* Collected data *
* * * * * * *

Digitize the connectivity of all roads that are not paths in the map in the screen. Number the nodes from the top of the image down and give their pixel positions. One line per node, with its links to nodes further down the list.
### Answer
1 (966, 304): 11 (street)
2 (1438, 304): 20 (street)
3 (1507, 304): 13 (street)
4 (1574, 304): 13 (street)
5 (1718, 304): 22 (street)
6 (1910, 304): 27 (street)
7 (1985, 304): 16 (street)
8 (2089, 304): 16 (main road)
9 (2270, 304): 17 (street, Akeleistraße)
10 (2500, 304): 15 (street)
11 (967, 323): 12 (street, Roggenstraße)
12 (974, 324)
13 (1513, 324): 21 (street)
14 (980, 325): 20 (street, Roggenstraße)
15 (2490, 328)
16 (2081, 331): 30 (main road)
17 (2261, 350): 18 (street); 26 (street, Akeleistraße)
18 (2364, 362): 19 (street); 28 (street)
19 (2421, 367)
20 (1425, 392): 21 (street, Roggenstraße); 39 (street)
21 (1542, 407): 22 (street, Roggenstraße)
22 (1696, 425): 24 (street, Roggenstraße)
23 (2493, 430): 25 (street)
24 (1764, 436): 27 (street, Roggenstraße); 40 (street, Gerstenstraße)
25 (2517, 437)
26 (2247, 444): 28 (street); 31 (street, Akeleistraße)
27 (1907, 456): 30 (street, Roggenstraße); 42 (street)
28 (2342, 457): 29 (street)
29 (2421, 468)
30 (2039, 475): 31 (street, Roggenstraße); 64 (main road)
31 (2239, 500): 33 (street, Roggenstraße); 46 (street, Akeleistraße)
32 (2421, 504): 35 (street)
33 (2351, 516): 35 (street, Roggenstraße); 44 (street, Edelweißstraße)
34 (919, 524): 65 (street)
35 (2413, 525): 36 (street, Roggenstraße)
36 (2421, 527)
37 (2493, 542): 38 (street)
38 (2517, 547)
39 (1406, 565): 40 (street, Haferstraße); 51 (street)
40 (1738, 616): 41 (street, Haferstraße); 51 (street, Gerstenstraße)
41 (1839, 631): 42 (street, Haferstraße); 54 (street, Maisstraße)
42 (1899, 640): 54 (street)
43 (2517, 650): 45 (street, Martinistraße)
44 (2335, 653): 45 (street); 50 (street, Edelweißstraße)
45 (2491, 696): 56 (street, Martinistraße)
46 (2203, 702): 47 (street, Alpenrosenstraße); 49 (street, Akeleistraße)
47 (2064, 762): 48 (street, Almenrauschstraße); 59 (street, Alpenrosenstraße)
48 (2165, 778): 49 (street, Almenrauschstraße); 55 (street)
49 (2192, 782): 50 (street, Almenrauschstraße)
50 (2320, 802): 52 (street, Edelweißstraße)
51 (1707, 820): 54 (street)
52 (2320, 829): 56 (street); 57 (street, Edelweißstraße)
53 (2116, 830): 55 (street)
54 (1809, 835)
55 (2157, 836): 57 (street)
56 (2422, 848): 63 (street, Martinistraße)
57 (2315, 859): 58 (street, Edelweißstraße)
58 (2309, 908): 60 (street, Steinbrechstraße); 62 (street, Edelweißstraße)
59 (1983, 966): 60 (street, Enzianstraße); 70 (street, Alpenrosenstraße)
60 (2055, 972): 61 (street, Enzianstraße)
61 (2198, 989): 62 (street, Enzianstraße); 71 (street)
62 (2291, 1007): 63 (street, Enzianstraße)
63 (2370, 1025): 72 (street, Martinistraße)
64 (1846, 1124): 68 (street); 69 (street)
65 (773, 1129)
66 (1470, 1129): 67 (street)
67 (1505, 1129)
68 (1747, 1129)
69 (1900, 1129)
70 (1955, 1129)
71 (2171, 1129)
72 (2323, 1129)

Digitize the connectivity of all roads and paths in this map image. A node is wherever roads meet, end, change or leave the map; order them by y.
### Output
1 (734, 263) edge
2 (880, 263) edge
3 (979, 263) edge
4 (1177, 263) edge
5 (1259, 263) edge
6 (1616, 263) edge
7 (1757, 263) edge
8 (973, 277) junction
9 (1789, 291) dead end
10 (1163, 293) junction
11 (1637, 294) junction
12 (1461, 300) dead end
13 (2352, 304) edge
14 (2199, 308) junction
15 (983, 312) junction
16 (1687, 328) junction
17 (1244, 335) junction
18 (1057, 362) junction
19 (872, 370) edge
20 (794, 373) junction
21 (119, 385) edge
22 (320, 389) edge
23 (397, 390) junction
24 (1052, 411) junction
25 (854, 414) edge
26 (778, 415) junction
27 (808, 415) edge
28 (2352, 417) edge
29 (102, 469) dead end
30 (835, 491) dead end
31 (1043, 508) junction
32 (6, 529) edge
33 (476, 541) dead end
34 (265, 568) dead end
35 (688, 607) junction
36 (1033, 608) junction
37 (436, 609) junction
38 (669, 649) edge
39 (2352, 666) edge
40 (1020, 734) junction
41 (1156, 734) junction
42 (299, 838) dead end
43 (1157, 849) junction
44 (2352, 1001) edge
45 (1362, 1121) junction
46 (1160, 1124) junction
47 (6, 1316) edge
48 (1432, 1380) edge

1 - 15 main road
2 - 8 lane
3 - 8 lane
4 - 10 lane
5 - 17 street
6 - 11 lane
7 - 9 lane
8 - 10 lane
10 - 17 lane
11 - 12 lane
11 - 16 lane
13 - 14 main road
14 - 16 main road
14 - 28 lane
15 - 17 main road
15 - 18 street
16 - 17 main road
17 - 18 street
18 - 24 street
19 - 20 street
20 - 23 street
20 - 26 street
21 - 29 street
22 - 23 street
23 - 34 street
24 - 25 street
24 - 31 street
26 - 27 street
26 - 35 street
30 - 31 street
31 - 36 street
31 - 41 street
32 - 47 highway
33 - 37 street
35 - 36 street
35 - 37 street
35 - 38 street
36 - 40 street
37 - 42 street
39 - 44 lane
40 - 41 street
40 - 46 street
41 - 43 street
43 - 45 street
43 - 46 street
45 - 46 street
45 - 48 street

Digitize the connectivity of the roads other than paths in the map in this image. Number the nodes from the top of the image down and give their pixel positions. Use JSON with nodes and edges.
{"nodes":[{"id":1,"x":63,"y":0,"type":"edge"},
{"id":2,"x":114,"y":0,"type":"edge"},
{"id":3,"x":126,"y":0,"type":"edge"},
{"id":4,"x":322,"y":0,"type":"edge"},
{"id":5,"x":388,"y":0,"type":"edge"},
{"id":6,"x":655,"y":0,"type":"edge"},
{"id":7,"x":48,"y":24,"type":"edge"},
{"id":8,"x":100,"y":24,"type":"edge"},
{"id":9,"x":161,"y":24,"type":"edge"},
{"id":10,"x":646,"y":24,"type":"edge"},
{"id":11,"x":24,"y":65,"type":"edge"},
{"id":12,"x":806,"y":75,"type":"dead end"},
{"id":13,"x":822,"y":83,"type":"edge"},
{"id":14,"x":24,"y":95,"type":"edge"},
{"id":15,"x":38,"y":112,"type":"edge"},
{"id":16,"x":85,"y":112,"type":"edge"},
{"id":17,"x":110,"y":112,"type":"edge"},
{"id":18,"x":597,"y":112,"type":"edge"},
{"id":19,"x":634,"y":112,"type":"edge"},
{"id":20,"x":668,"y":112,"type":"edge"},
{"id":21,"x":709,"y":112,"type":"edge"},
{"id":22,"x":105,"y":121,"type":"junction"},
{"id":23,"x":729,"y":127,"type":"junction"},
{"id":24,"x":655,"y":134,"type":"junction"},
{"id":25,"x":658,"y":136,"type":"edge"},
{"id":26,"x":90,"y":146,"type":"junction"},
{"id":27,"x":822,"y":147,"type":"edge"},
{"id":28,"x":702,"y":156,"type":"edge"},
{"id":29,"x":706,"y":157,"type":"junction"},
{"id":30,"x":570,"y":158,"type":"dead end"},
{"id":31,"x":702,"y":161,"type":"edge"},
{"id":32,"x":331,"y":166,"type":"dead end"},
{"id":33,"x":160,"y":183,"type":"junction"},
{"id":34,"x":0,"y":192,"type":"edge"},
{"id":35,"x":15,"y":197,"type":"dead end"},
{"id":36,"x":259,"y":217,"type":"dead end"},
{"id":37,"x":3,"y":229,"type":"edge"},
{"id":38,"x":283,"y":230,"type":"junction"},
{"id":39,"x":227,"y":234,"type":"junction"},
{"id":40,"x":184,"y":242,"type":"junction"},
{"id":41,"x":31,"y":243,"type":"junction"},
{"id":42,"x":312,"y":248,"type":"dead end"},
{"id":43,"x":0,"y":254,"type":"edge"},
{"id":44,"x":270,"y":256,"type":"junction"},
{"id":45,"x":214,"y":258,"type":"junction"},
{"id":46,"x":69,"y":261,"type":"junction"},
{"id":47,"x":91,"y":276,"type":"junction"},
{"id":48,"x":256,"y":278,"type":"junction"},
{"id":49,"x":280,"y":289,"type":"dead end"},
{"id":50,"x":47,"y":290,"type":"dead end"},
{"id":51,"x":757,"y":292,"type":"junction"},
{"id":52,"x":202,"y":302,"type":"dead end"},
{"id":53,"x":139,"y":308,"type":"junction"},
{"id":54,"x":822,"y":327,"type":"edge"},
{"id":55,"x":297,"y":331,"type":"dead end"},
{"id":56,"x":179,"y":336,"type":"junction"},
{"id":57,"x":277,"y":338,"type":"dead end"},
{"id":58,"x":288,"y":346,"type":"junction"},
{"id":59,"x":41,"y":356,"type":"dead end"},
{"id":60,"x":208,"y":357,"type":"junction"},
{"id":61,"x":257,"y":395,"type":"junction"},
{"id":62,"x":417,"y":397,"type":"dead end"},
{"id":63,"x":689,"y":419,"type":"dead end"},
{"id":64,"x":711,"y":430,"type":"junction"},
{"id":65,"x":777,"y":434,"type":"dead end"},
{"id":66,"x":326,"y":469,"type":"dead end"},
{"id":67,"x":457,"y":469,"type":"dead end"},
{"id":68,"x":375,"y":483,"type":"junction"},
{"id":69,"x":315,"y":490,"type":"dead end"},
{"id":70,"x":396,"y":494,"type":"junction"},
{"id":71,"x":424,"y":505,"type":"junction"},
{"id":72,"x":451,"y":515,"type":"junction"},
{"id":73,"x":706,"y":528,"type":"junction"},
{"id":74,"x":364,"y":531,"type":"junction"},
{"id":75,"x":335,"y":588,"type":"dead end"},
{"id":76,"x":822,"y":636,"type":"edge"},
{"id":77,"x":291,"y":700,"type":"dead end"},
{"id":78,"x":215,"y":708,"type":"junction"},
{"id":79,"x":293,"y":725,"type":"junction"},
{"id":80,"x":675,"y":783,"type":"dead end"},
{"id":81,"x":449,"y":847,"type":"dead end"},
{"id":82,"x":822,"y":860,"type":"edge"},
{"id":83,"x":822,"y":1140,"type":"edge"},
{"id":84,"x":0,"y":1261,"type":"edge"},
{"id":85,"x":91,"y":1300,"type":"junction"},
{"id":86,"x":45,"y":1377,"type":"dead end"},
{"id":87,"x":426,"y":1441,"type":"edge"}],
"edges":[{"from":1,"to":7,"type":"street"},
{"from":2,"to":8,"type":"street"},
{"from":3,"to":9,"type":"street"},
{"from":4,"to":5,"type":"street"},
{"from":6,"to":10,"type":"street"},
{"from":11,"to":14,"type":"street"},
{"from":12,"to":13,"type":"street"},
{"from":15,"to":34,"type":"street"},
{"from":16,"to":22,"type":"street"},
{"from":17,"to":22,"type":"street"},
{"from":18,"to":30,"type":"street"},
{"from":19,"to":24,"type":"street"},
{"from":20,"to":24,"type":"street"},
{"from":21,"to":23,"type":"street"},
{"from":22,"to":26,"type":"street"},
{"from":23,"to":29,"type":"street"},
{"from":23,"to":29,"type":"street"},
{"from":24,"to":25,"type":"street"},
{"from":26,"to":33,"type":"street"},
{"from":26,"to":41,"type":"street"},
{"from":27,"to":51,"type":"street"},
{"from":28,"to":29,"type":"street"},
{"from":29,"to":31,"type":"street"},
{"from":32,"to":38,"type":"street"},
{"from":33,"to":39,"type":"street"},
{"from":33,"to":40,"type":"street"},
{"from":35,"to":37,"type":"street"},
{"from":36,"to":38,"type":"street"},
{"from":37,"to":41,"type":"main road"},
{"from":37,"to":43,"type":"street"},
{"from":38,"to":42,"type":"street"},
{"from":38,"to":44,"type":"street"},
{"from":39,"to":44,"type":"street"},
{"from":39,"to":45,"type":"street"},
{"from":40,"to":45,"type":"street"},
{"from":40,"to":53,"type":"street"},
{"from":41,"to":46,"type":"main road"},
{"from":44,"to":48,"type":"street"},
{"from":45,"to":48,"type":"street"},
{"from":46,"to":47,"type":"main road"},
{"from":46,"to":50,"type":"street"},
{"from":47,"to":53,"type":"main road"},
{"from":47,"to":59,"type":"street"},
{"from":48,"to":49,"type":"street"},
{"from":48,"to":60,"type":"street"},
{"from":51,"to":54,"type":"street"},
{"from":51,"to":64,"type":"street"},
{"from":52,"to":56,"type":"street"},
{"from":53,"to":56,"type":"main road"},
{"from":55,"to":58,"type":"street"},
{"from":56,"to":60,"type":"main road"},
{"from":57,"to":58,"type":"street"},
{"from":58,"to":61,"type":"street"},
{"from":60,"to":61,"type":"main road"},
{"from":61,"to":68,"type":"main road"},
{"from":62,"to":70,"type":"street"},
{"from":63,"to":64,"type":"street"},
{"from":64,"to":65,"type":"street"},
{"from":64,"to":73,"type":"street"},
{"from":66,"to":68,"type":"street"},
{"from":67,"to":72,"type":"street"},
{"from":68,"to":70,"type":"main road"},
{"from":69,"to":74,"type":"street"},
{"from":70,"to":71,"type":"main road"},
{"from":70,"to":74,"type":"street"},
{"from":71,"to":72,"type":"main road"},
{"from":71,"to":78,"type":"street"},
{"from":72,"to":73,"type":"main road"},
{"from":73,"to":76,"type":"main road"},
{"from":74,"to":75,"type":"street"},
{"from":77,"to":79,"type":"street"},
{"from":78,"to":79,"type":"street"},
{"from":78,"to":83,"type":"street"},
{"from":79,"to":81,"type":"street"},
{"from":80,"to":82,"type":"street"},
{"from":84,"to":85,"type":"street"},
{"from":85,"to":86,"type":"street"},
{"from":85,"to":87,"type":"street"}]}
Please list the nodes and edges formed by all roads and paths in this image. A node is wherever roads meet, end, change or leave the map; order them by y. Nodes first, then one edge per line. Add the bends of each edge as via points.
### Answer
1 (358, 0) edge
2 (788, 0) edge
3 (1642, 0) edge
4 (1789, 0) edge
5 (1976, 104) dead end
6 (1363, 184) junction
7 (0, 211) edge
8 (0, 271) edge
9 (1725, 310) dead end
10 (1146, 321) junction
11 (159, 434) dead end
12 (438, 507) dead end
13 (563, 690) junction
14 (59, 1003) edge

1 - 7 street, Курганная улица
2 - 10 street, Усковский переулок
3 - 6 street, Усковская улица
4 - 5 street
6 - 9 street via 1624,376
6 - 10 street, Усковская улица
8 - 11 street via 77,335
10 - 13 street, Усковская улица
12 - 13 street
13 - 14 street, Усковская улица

* * * * * * *

* Work to be completed *
For every line above with the word "Roggenstraße" in it, make a copy.

* Solution to this task *
11 (967, 323): 12 (street, Roggenstraße)
14 (980, 325): 20 (street, Roggenstraße)
20 (1425, 392): 21 (street, Roggenstraße); 39 (street)
21 (1542, 407): 22 (street, Roggenstraße)
22 (1696, 425): 24 (street, Roggenstraße)
24 (1764, 436): 27 (street, Roggenstraße); 40 (street, Gerstenstraße)
27 (1907, 456): 30 (street, Roggenstraße); 42 (street)
30 (2039, 475): 31 (street, Roggenstraße); 64 (main road)
31 (2239, 500): 33 (street, Roggenstraße); 46 (street, Akeleistraße)
33 (2351, 516): 35 (street, Roggenstraße); 44 (street, Edelweißstraße)
35 (2413, 525): 36 (street, Roggenstraße)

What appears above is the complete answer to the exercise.